Michel est d’abord et avant tout un enseignant de qualité. Il est un professeur reconnu comme étant un peu sévère, certains diraient un peu dictatorial, mais il le fait parce qu’il veut le bien de ses étudiantes et étudiants. Ce n’est d’ailleurs pas sans raison que, lorsque ces derniers terminent leurs études avec Michel, ils n’ont que des bons mots à dire à son égard. Quand on songe au fait qu’après avoir été soumis pendant 34 ans aux évaluations des étudiantes et des étudiants Michel obtient toujours d’excellentes évaluations, cela nous en dit long sur la qualité de son enseignement.
Cela dit, en plus d’avoir enseigné le cours de droit linguistique, Michel a également enseigné plusieurs cours de common law en français.
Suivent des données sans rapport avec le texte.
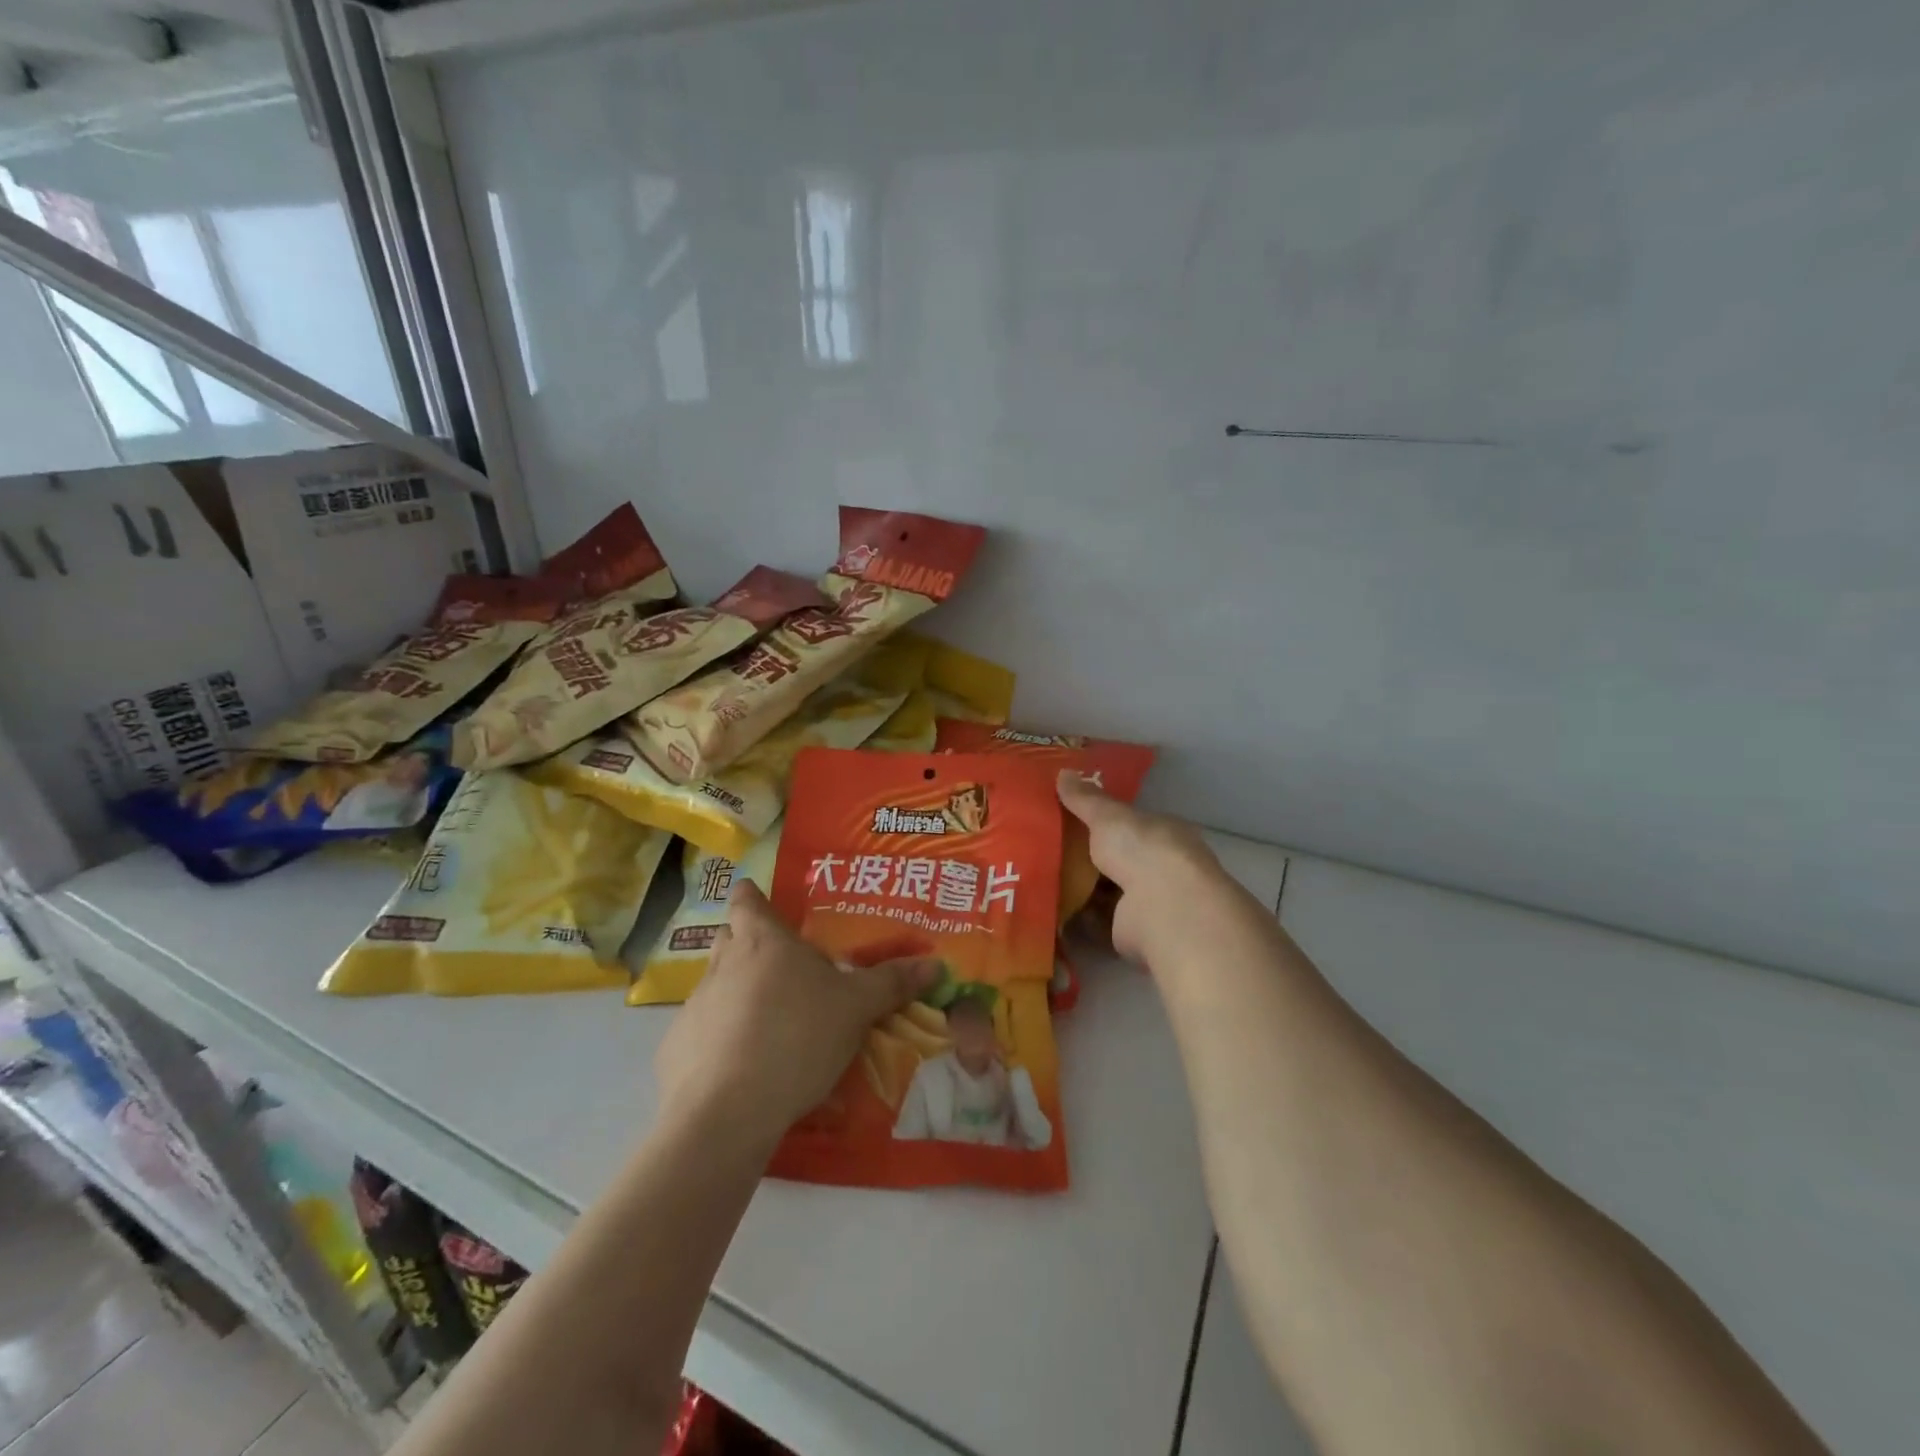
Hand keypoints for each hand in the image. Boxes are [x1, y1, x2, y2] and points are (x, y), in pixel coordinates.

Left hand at [655, 882, 938, 1153]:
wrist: (727, 1111)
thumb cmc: (797, 1036)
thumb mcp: (856, 1009)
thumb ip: (892, 983)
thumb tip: (935, 964)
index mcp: (762, 941)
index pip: (745, 898)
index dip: (753, 897)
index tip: (765, 905)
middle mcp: (722, 964)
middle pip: (728, 938)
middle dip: (749, 945)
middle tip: (782, 966)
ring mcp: (695, 1007)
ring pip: (717, 987)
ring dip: (739, 996)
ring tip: (772, 1024)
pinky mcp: (676, 1050)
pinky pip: (704, 1033)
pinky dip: (722, 1040)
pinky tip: (745, 1067)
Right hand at [1057, 771, 1229, 969]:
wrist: (1164, 908)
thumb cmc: (1143, 849)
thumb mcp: (1108, 815)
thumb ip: (1085, 799)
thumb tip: (1062, 772)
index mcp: (1162, 834)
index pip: (1130, 824)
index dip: (1101, 821)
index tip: (1067, 817)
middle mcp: (1160, 867)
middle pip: (1116, 859)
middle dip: (1085, 856)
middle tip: (1045, 847)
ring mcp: (1148, 902)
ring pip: (1106, 891)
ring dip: (1079, 888)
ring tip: (1039, 878)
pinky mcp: (1131, 932)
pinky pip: (1097, 922)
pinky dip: (1076, 918)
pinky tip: (1049, 908)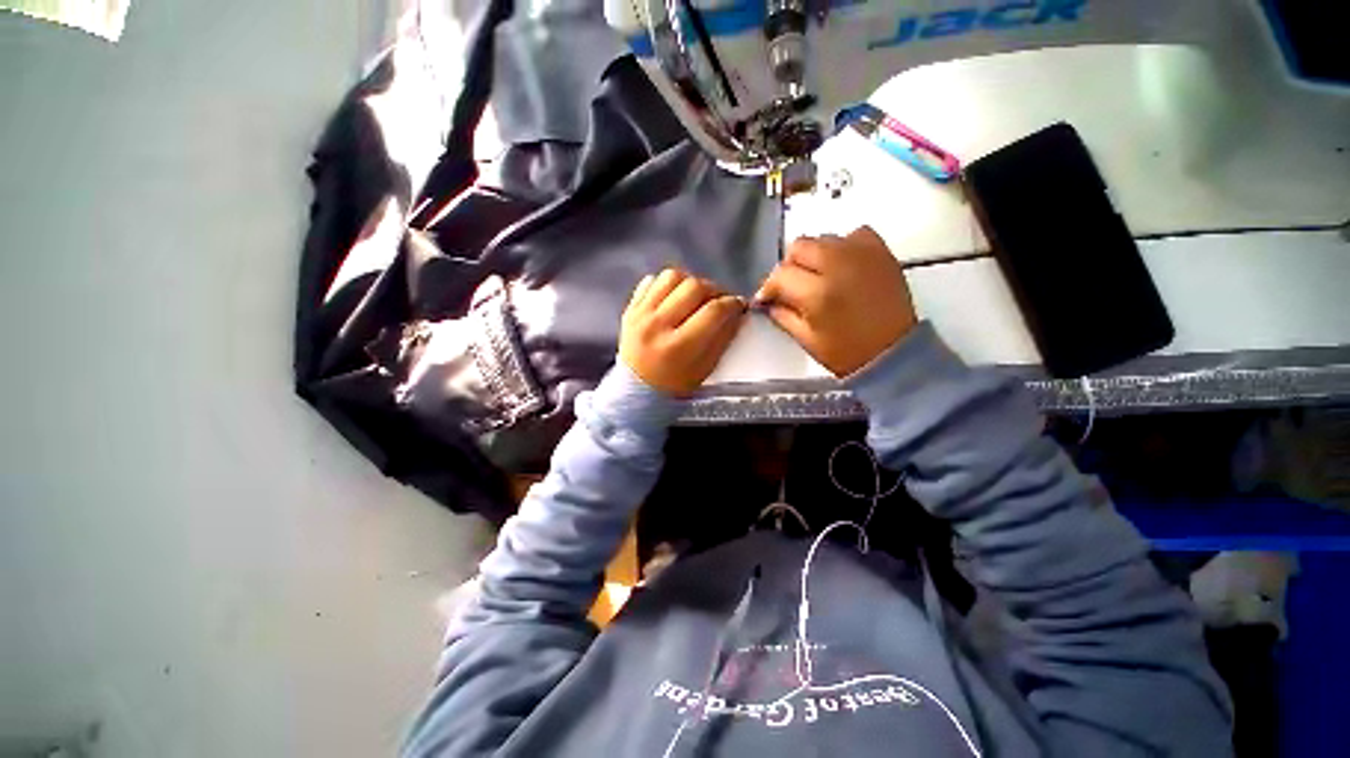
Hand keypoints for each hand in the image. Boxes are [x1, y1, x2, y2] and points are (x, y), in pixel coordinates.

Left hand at [620, 269, 747, 396]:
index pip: (713, 311)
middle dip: (715, 290)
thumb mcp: (705, 369)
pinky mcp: (629, 309)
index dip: (732, 304)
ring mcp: (639, 315)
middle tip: (719, 300)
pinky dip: (667, 285)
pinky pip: (651, 281)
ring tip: (695, 297)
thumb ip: (723, 338)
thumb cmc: (675, 386)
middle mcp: (657, 326)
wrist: (635, 392)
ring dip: (690, 282)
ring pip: (672, 276)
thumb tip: (737, 311)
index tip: (739, 305)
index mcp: (678, 347)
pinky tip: (674, 298)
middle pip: (694, 287)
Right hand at [755, 226, 916, 376]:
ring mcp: (862, 254)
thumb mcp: (806, 340)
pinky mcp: (881, 251)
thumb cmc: (847, 353)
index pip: (780, 275)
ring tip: (816, 277)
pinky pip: (852, 235)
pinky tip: (841, 266)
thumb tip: (767, 300)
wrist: (894, 352)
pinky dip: (841, 247)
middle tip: (790, 286)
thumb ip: (781, 315)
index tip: (766, 299)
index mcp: (818, 293)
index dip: (768, 288)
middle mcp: (839, 265)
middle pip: (799, 247)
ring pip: (822, 239)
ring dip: (812, 257)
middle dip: (788, 267)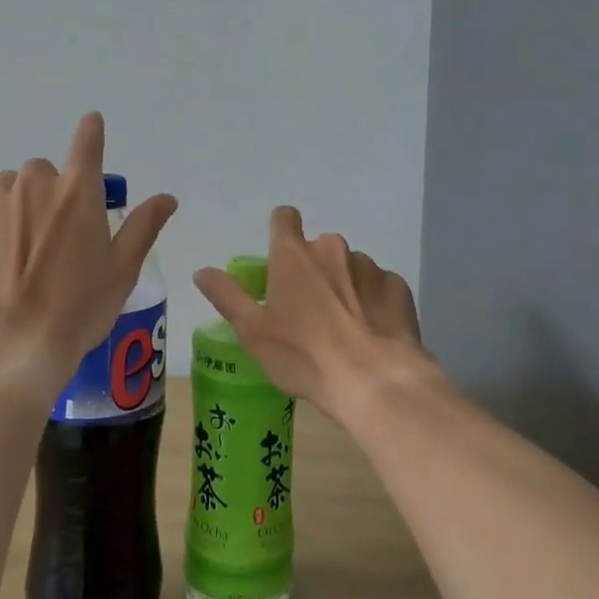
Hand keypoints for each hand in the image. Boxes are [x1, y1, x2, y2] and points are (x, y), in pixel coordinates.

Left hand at [0, 113, 176, 399]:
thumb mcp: (122, 269)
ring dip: (22, 201)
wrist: (11, 346)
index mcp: (77, 192)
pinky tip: (1, 255)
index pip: (86, 142)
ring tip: (30, 240)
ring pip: (10, 186)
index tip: (93, 123)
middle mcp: (34, 187)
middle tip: (63, 224)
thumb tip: (167, 197)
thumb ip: (144, 226)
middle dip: (54, 186)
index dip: (91, 130)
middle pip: (44, 168)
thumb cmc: (78, 307)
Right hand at [192, 205, 440, 421]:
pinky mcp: (397, 286)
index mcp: (293, 255)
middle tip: (309, 310)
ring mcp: (369, 266)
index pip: (284, 217)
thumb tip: (202, 271)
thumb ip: (227, 296)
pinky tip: (371, 333)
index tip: (279, 257)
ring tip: (343, 328)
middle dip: (313, 271)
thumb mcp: (253, 332)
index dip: (280, 231)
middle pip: (318, 249)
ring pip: (350, 268)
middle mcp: (332, 249)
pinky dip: (372, 303)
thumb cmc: (304, 355)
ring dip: (343, 287)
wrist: (374, 380)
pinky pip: (378, 287)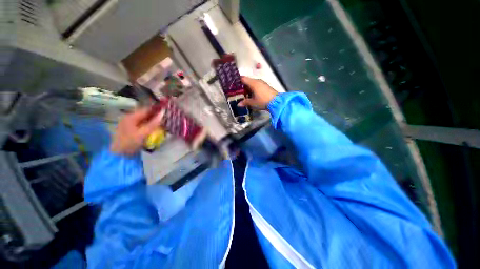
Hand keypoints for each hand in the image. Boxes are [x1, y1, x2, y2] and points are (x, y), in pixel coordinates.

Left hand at [110, 107, 163, 154]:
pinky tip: (155, 128)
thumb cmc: (130, 143)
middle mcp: (129, 118)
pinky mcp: (130, 129)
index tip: (166, 112)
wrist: (119, 155)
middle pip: (145, 114)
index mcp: (131, 117)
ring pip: (144, 119)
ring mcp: (129, 123)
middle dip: (155, 116)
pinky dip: (149, 125)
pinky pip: (142, 124)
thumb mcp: (143, 133)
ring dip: (153, 120)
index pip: (146, 110)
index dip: (156, 110)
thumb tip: (163, 113)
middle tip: (166, 118)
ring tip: (162, 123)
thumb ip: (153, 124)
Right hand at [238, 77, 277, 109]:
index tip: (233, 84)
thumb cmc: (262, 101)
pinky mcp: (266, 86)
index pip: (243, 78)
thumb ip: (245, 102)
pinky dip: (253, 89)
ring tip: (244, 94)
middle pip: (247, 81)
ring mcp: (262, 83)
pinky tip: (252, 94)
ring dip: (248, 88)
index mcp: (253, 83)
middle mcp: (257, 81)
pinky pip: (257, 85)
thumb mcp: (253, 103)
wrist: (276, 102)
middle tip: (237, 91)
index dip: (237, 80)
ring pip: (252, 83)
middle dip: (242, 86)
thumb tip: (238, 104)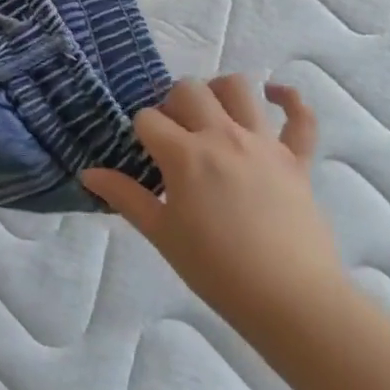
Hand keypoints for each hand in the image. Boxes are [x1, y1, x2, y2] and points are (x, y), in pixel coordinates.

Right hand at [82, 77, 348, 336]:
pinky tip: (275, 95)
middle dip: (173, 103)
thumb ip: (125, 196)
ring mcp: (264, 143)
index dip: (140, 132)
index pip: (148, 118)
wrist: (292, 301)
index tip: (145, 155)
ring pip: (239, 88)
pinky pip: (301, 117)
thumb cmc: (217, 270)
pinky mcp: (297, 159)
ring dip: (219, 91)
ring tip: (213, 113)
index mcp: (185, 155)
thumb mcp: (162, 234)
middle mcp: (223, 136)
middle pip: (188, 90)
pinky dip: (290, 100)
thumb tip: (87, 173)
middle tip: (174, 135)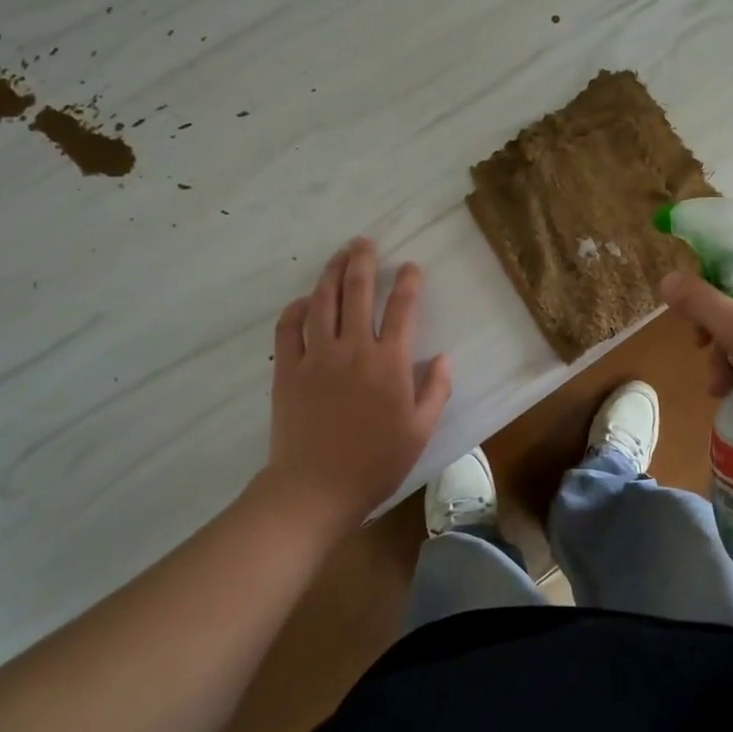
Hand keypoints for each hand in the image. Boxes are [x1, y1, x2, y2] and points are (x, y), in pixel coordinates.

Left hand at [264, 238, 452, 527]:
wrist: (316, 488)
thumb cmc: (375, 462)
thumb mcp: (420, 430)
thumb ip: (436, 390)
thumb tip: (444, 357)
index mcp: (390, 363)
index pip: (403, 309)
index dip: (409, 282)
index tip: (411, 266)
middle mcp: (353, 348)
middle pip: (358, 291)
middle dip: (364, 261)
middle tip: (366, 243)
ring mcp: (316, 356)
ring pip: (323, 301)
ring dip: (332, 272)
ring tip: (339, 254)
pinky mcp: (288, 369)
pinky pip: (288, 328)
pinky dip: (296, 309)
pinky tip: (305, 300)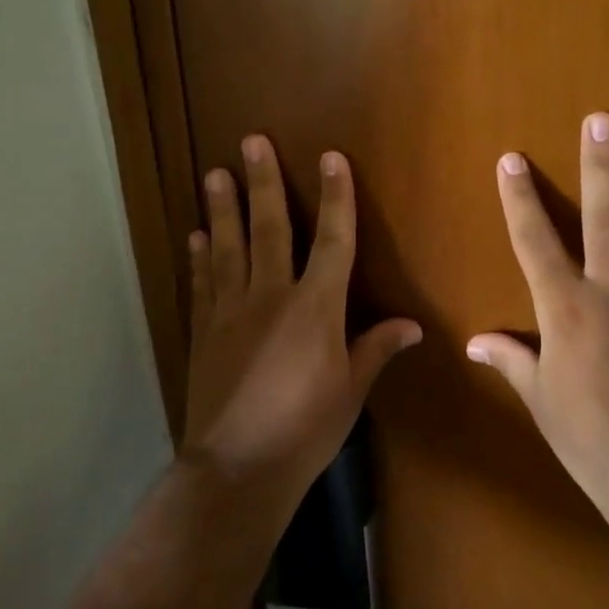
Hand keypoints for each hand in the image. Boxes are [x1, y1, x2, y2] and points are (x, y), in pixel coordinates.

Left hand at [181, 135, 421, 508]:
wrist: (237, 466)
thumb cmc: (306, 428)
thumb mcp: (351, 390)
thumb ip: (375, 349)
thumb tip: (412, 326)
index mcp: (316, 307)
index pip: (332, 240)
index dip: (336, 197)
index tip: (332, 159)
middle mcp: (270, 296)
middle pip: (270, 228)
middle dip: (264, 183)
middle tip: (251, 142)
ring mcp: (230, 311)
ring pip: (228, 247)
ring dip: (222, 208)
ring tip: (214, 173)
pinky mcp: (203, 332)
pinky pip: (202, 284)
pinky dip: (200, 258)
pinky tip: (197, 236)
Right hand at [468, 113, 608, 522]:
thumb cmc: (587, 435)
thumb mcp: (540, 398)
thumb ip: (511, 359)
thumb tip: (475, 341)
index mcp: (567, 310)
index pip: (535, 242)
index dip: (520, 199)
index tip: (512, 160)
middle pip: (607, 218)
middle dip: (602, 167)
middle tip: (603, 122)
Il est reconnu par les étudiantes et les étudiants comme un professeur exceptionnel dans le domaine des obligations contractuelles et des domaines connexes comme l’enrichissement sans cause et les recours. Il a su faire bénéficier de son enseignement plusieurs générations d’étudiantes et d’étudiants qui ont pu contribuer par la suite à l’avancement des droits linguistiques au Nouveau-Brunswick, ainsi qu’ailleurs au Canada et dans le monde.
À ce sujet, il y a deux choses que j’aimerais souligner et qui ressortent de son enseignement : 1) comme mentionné précédemment, son enseignement est de qualité, étant un pédagogue extraordinaire comme disent les étudiantes et les étudiants; et 2) son enseignement ne manquait jamais de mettre de l’avant la mission sociolinguistique de la Faculté, et ce, non seulement dans son cours de droit linguistique, mais dans les autres cours, ainsi que dans son quotidien, y compris dans les corridors de la Faculté. Autrement dit, il a toujours mis de l’avant les droits linguistiques, la common law en français et l’importance de bien s’exprimer en français. Ce faisant, cet apprentissage qu’il fournissait à ses étudiantes et étudiants est fondamentale parce que ceux-ci vont ensuite contribuer à la société et s’intégrer à leur profession en étant pleinement conscient de l’importance des droits linguistiques, mais aussi du français en général et du français juridique en particulier dans leur travail.
II – LA RECHERCHE
Pour être un bon professeur et offrir un bon enseignement universitaire, c’est seulement possible à mon avis si on consacre énormément de temps à la recherche. De même, je pense qu’être un bon professeur comme Michel l’a été est seulement possible parce que de gens comme lui font rarement les choses à moitié et ne ménagent jamais leur énergie.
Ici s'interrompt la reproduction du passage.